PLGA Carriers for Controlled Release of Levofloxacin in Anti-Tuberculosis Therapy

Evgeny N Antonov  1 Sofya N Andreevskaya  2 Irina V Bocharova  2 Sergei E Bogorodsky  1 Larisa I Krotova  1 Elena E Larionova  2 Alexandra O Mariyanats  1 Gennady V Mishakov  1 Tatiana G Smirnova  2 Larisa N Chernousova  2 Vladimir K Popov  1
Affiliations

PLGA Carriers for Controlled Release of Levofloxacin in Anti-Tuberculosis Therapy

Evgeny N Antonov et al. Pharmaceutics. .

Abstract

Levofloxacin (LFX) is a highly effective anti-tuberculosis drug with a pronounced bactericidal activity against Mycobacterium tuberculosis (Mtb). In this work, an "organic solvent-free" approach has been used for the development of polylactic-co-glycolic acid (PLGA) microparticles and scaffolds containing LFX at a therapeutically significant concentration, providing for its sustained release. To achieve the target, both nonpolar supercritical carbon dioxide and polar supercritical trifluoromethane have been used. By changing the composition, surface morphology, size, and internal structure of the polymer carriers, one can control the kinetics of the LFX release into phosphate buffered saline solutions and physiological media, providing for its acceptable burst and desirable concentration in the prolonged phase. The biocompatibility and bactericidal efficacy of PLGA/LFX carriers assessed both in vitro (against Mtb phagocytosed by macrophages) and in vivo (against inbred BALB/c mice aerogenically infected with Mtb) demonstrated their anti-tuberculosis activity comparable with that of the standard daily intragastric levofloxacin administration.

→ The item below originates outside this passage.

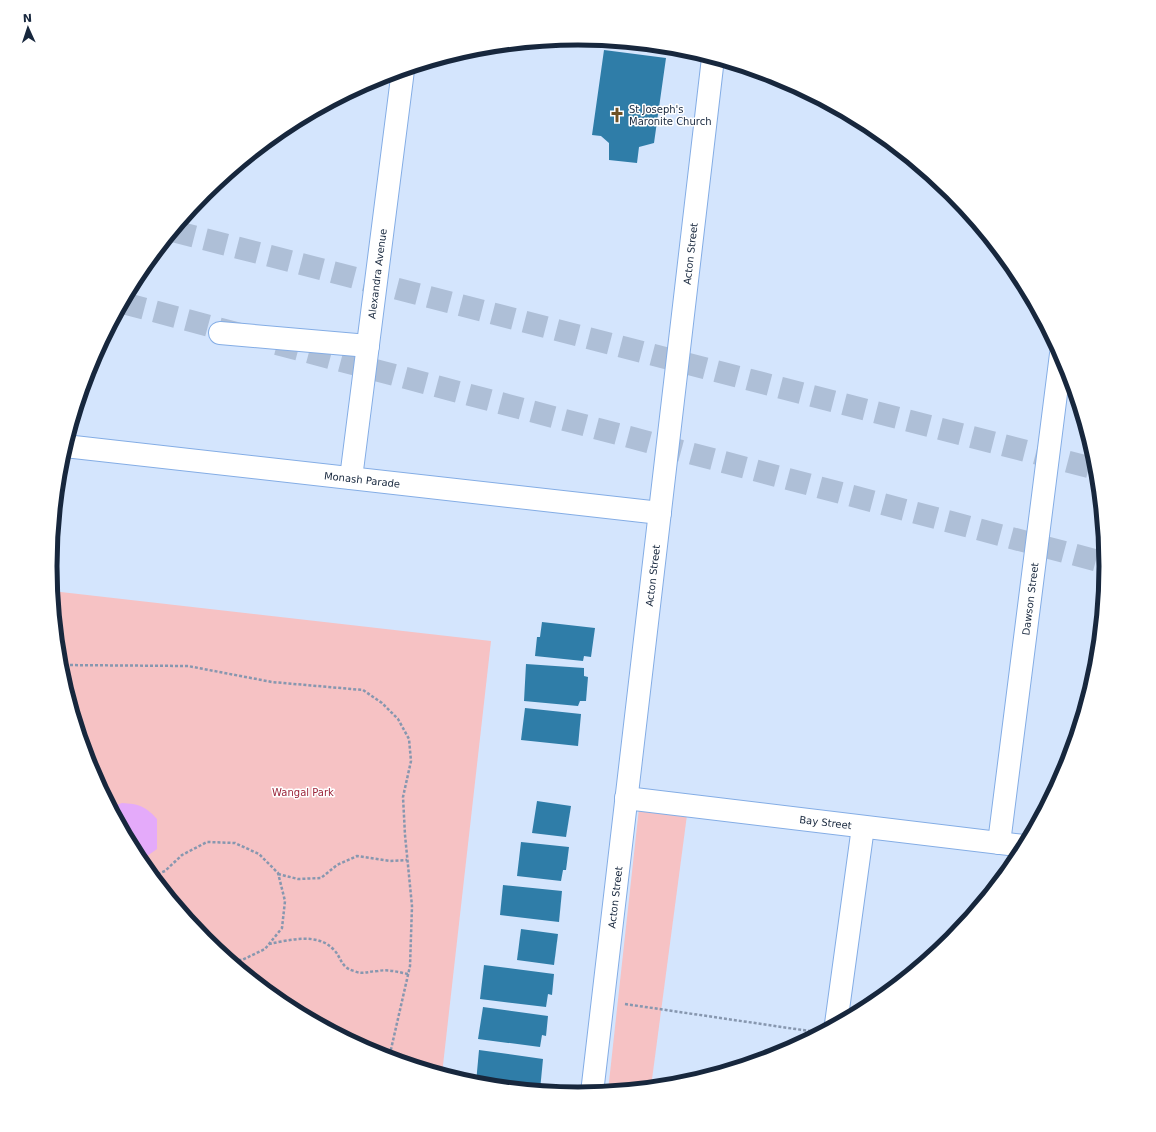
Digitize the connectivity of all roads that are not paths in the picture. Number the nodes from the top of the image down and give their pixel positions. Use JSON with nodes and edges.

These results make it possible to consider the developed compositions as a promising candidate for anti-tuberculosis control release formulations providing for the further evaluation of their activity against Mtb and their metabolism in vivo over long periods of tuberculosis infection.

Keywords: PLGA microparticles and scaffolds; anti-tuberculosis drugs; levofloxacin; supercritical fluid technologies; sustained release formulations.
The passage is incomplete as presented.